Extracted records:
§ §

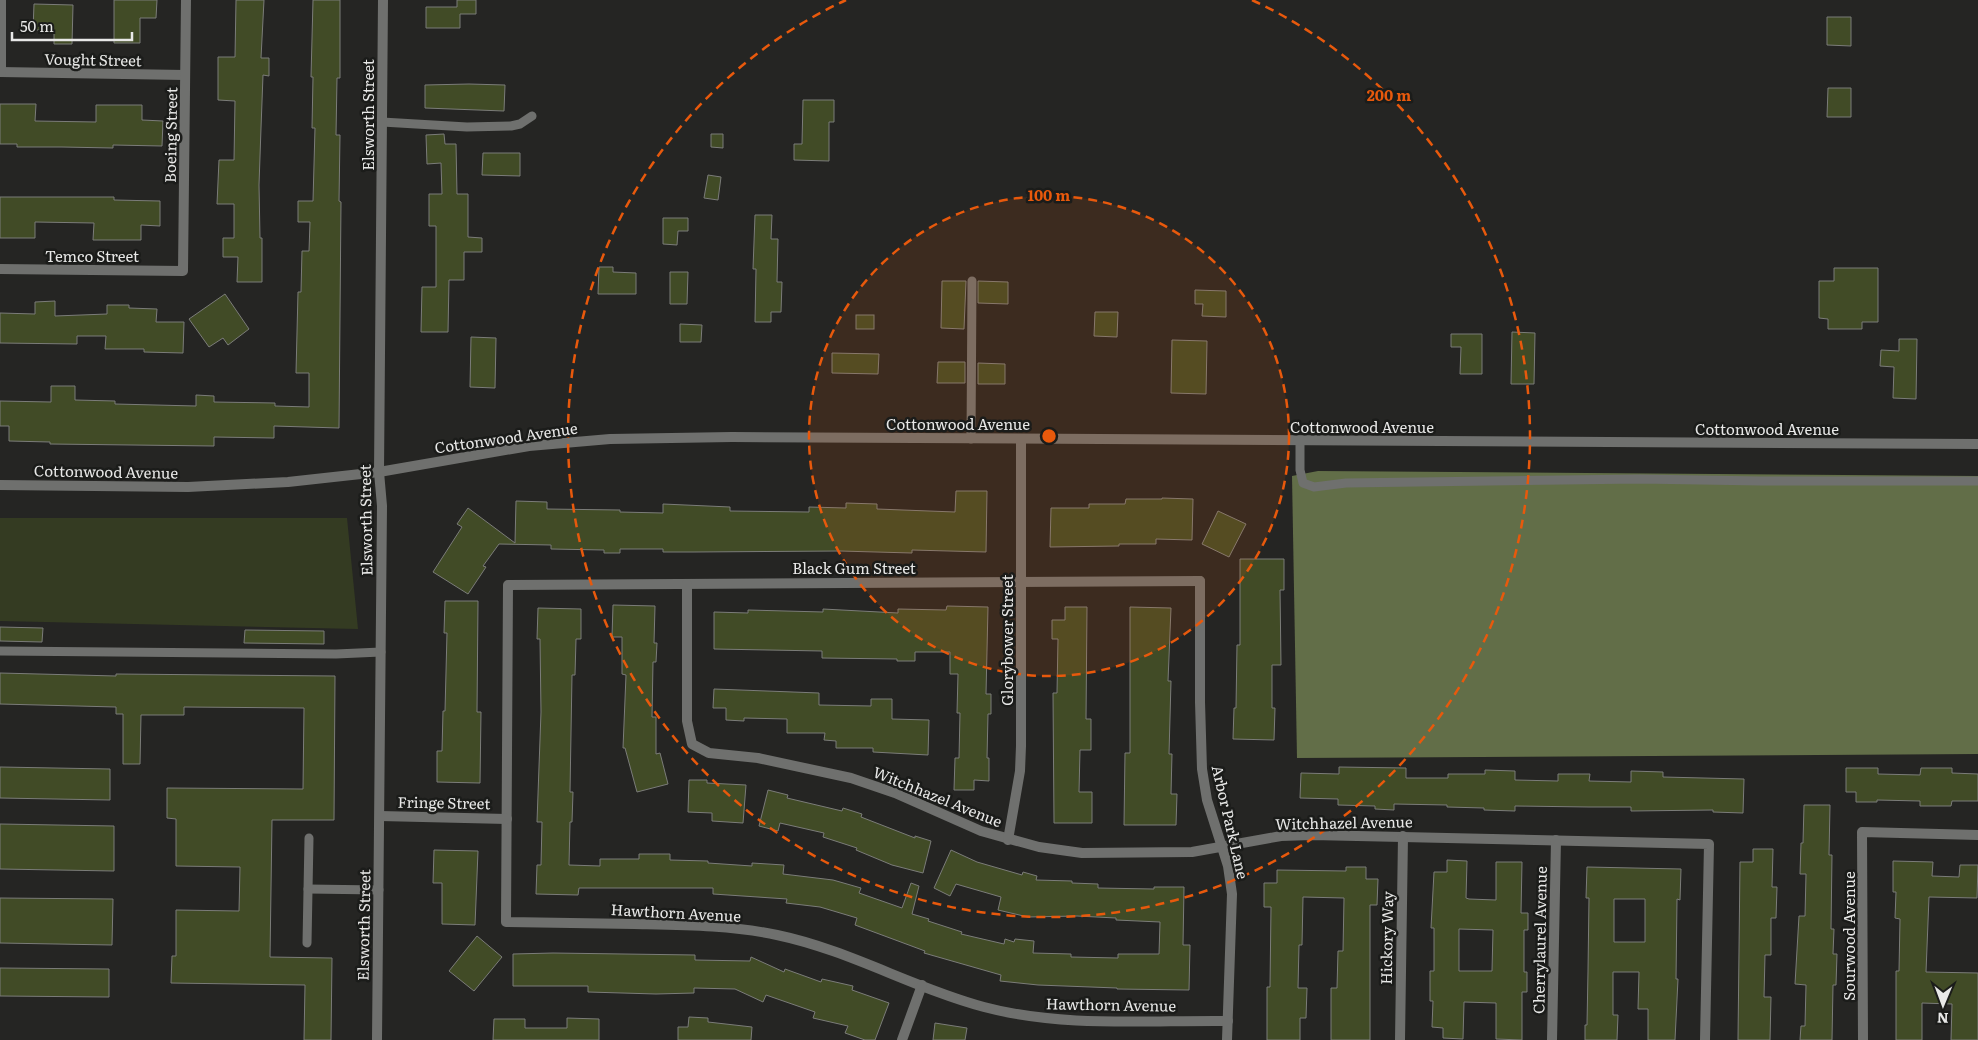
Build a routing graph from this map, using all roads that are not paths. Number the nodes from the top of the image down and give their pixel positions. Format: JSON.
{"nodes":[{"id":1,"x":1,"y":0,"type":"edge"},
{"id":2,"x":186,"y":0,"type":"edge"},
{"id":3,"x":383,"y":0,"type":"edge"},
{"id":4,"x":0,"y":72,"type":"edge"},
{"id":5,"x":186,"y":75,"type":"junction"},
{"id":6,"x":532,"y":116,"type":"dead end"},
{"id":7,"x":382,"y":122,"type":"junction"},
{"id":8,"x":0,"y":270,"type":"edge"},
{"id":9,"x":183,"y":271,"type":"joint"},
{"id":10,"x":972,"y":281,"type":"dead end"},
{"id":11,"x":971,"y":438,"type":"junction"},
{"id":12,"x":1022,"y":439,"type":"junction"},
{"id":13,"x":1300,"y":441,"type":"junction"},
{"id":14,"x":1978,"y":444,"type":"edge"},
{"id":15,"x":378,"y":472,"type":"junction"},
{"id":16,"x":1978,"y":481,"type":"edge"},
{"id":17,"x":0,"y":485,"type":"edge"},
{"id":18,"x":1200,"y":581,"type":"joint"},
{"id":19,"x":1020,"y":582,"type":"junction"},
{"id":20,"x":508,"y":584,"type":"joint"},
{"id":21,"x":687,"y":584,"type":"junction"},
{"id":22,"x":0,"y":651,"type":"edge"},
{"id":23,"x":381,"y":652,"type":"junction"},
{"id":24,"x":380,"y":816,"type":"junction"},
{"id":25,"x":507,"y":819,"type":"junction"},
{"id":26,"x":1978,"y":835,"type":"edge"},
{"id":27,"x":1402,"y":836,"type":"junction"},
{"id":28,"x":308,"y":838,"type":"dead end"},
{"id":29,"x":1008,"y":840,"type":"junction"},
{"id":30,"x":1556,"y":840,"type":"junction"},
{"id":31,"x":1222,"y":847,"type":"junction"},
{"id":32,"x":308,"y":889,"type":"junction"},
{"id":33,"x":379,"y":890,"type":"junction"},
{"id":34,"x":307,"y":943,"type":"dead end"},
{"id":35,"x":922,"y":986,"type":"junction"},
{"id":36,"x":1228,"y":1022,"type":"junction"},
{"id":37,"x":377,"y":1040,"type":"edge"},
{"id":38,"x":902,"y":1040,"type":"edge"},
{"id":39,"x":1227,"y":1040,"type":"edge"},
{"id":40,"x":1400,"y":1040,"type":"edge"},
{"id":41,"x":1552,"y":1040,"type":"edge"},
{"id":42,"x":1705,"y":1040,"type":"edge"},
{"id":43,"x":1863,"y":1040,"type":"edge"}],
"edges":[{"from":1,"to":4,"type":"street"},
{"from":2,"to":5,"type":"street","name":"Boeing Street"},
{"from":3,"to":7,"type":"street","name":"Elsworth Street"},
{"from":4,"to":5,"type":"street","name":"Vought Street"},
{"from":5,"to":9,"type":"street","name":"Boeing Street"},
{"from":6,"to":7,"type":"lane"},
{"from":7,"to":15,"type":"street","name":"Elsworth Street"},
{"from":8,"to":9,"type":"street","name":"Temco Street"},
{"from":10,"to":11,"type":"lane"},
{"from":11,"to":12,"type":"street","name":"Cottonwood Avenue"},
{"from":11,"to":15,"type":"street","name":"Cottonwood Avenue"},
{"from":12,"to":13,"type":"street","name":"Cottonwood Avenue"},
{"from":12,"to":19,"type":"street","name":"Glorybower Street"},
{"from":13,"to":14,"type":"street","name":"Cottonwood Avenue"},
{"from":13,"to":16,"type":"lane"},
{"from":15,"to":17,"type":"street","name":"Cottonwood Avenue"},
{"from":15,"to":23,"type":"street","name":"Elsworth Street"},
{"from":18,"to":19,"type":"street","name":"Black Gum Street"},
{"from":18,"to":31,"type":"street","name":"Arbor Park Lane"},
{"from":19,"to":21,"type":"street","name":"Black Gum Street"},
{"from":19,"to":29,"type":"street","name":"Glorybower Street"},
{"from":20,"to":21,"type":"street","name":"Black Gum Street"},
{"from":20,"to":25,"type":"street","name":"Hawthorn Avenue"},
{"from":21,"to":29,"type":"street","name":"Witchhazel Avenue"},
{"from":22,"to":23,"type":"lane"},
{"from":23,"to":24,"type":"street","name":"Elsworth Street"},
{"from":24,"to":25,"type":"street","name":"Fringe Street"},
{"from":24,"to":33,"type":"street","name":"Elsworth Street"},
{"from":25,"to":35,"type":"street","name":"Hawthorn Avenue"},
{"from":26,"to":43,"type":"street","name":"Sourwood Avenue"},
{"from":27,"to":30,"type":"street","name":"Witchhazel Avenue"},
{"from":27,"to":31,"type":"street","name":"Witchhazel Avenue"},
{"from":27,"to":40,"type":"street","name":"Hickory Way"},
{"from":28,"to":32,"type":"lane"},
{"from":29,"to":31,"type":"street","name":"Witchhazel Avenue"},
{"from":30,"to":41,"type":"street","name":"Cherrylaurel Avenue"},
{"from":30,"to":42,"type":"street","name":"Witchhazel Avenue"},
{"from":31,"to":36,"type":"street","name":"Arbor Park Lane"},
{"from":32,"to":33,"type":"lane"},
{"from":32,"to":34,"type":"lane"},
{"from":33,"to":37,"type":"street","name":"Elsworth Street"},
{"from":35,"to":36,"type":"street","name":"Hawthorn Avenue"},
{"from":35,"to":38,"type":"street"},
{"from":36,"to":39,"type":"street","name":"Arbor Park Lane"}]}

§ §

Exercise:
Restate the entries verbatim, without pictures.

Task solution:
Build a routing graph from this map, using all roads that are not paths. Number the nodes from the top of the image down and give their pixel positions. Format: JSON.
{"nodes":[{"id":1,"x":1,"y":0,"type":"edge"},
{"id":2,"x":186,"y":0,"type":"edge"},
{"id":3,"x":383,"y":0,"type":"edge"},
{"id":4,"x":0,"y":72,"type":"edge"},
{"id":5,"x":186,"y":75,"type":"junction"},
{"id":6,"x":532,"y":116,"type":"dead end"},
{"id":7,"x":382,"y":122,"type":"junction"},
{"id":8,"x":0,"y":270,"type":"edge"},
{"id":9,"x":183,"y":271,"type":"joint"},
{"id":10,"x":972,"y":281,"type":"dead end"},
{"id":11,"x":971,"y":438,"type":"junction"},
{"id":12,"x":1022,"y":439,"type":"junction"},
{"id":13,"x":1300,"y":441,"type":"junction"},
{"id":14,"x":1978,"y":444,"type":"edge"},
{"id":15,"x":378,"y":472,"type":"junction"},
{"id":16,"x":1978,"y":481,"type":"edge"},
{"id":17,"x":0,"y":485,"type":"edge"},
{"id":18,"x":1200,"y":581,"type":"joint"},
{"id":19,"x":1020,"y":582,"type":"junction"},
{"id":20,"x":508,"y":584,"type":"joint"},
{"id":21,"x":687,"y":584,"type":"junction"},
{"id":22,"x":0,"y":651,"type":"edge"},
{"id":23,"x":381,"y":652,"type":"junction"},
{"id":24,"x":380,"y":816,"type":"junction"},
{"id":25,"x":507,"y":819,"type":"junction"},
{"id":26,"x":1978,"y":835,"type":"edge"},
{"id":27,"x":1402,"y":836,"type":"junction"},
{"id":28,"x":308,"y":838,"type":"dead end"},
{"id":29,"x":1008,"y":840,"type":"junction"},
{"id":30,"x":1556,"y":840,"type":"junction"},
{"id":31,"x":1222,"y":847,"type":"junction"},
{"id":32,"x":308,"y":889,"type":"junction"},
{"id":33,"x":379,"y":890,"type":"junction"},
{"id":34,"x":307,"y":943,"type":"dead end"},
{"id":35,"x":922,"y":986,"type":"junction"},
{"id":36,"x":1228,"y":1022,"type":"junction"},
{"id":37,"x":377,"y":1040,"type":"edge"},
{"id":38,"x":902,"y":1040,"type":"edge"},
{"id":39,"x":1227,"y":1040,"type":"edge"},
{"id":40,"x":1400,"y":1040,"type":"edge"},
{"id":41,"x":1552,"y":1040,"type":"edge"},
{"id":42,"x":1705,"y":1040,"type":"edge"},
{"id":43,"x":1863,"y":1040,"type":"edge"}],
"edges":[{"from":1,"to":4,"type":"street"},
{"from":2,"to":5,"type":"street","name":"Boeing Street"},
{"from":3,"to":7,"type":"street","name":"Elsworth Street"},
{"from":4,"to":5,"type":"street","name":"Vought Street"},
{"from":5,"to":9,"type":"street","name":"Boeing Street"},
{"from":6,"to":7,"type":"lane"},
{"from":7,"to":15,"type":"street","name":"Elsworth Street"},
{"from":8,"to":9,"type":"street","name":"Temco Street"},
{"from":10,"to":11,"type":"lane"},
{"from":11,"to":12,"type":"street","name":"Cottonwood Avenue"},
{"from":11,"to":15,"type":"street","name":"Cottonwood Avenue"},
{"from":12,"to":13,"type":"street","name":"Cottonwood Avenue"},
{"from":12,"to":19,"type":"street","name":"Glorybower Street"},
{"from":13,"to":14,"type":"street","name":"Cottonwood Avenue"},
{"from":13,"to":16,"type":"lane"},
{"from":15,"to":17,"type":"street","name":"Cottonwood Avenue"},
{"from":15,"to":23,"type":"street","name":"Elsworth Street"},
{"from":18,"to":19,"type":"street","name":"Black Gum Street"},
{"from":18,"to":31,"type":"street","name":"Arbor Park Lane"},
{"from":19,"to":21,"type":"street","name":"Black Gum Street"},
{"from":19,"to":29,"type":"street","name":"Glorybower Street"},
{"from":20,"to":21,"type":"street","name":"Black Gum Street"},
{"from":20,"to":25,"type":"street","name":"Hawthorn Avenue"},
{"from":21,"to":29,"type":"street","name":"Witchhazel Avenue"},
{"from":22,"to":23,"type":"lane"},
{"from":23,"to":24,"type":"street","name":"Elsworth Street"},
{"from":24,"to":25,"type":"street","name":"Fringe Street"},
{"from":24,"to":33,"type":"street","name":"Elsworth Street"},
{"from":25,"to":35,"type":"street","name":"Hawthorn Avenue"},
{"from":26,"to":43,"type":"street","name":"Sourwood Avenue"},
{"from":27,"to":30,"type":"street","name":"Witchhazel Avenue"},
{"from":27,"to":31,"type":"street","name":"Witchhazel Avenue"},
{"from":27,"to":40,"type":"street","name":"Hickory Way"},
{"from":28,"to":32,"type":"lane"},
{"from":29,"to":31,"type":"street","name":"Witchhazel Avenue"},
{"from":30,"to":41,"type":"street","name":"Cherrylaurel Avenue"},
{"from":30,"to":42,"type":"street","name":"Witchhazel Avenue"},
{"from":31,"to":36,"type":"street","name":"Arbor Park Lane"},
{"from":32,"to":33,"type":"lane"},
{"from":32,"to":34,"type":"lane"},
{"from":33,"to":37,"type":"street","name":"Elsworth Street"},
{"from":35,"to":36,"type":"street","name":"Hawthorn Avenue"},
{"from":35,"to":38,"type":"street"},
{"from":36,"to":39,"type":"street","name":"Arbor Park Lane"}]}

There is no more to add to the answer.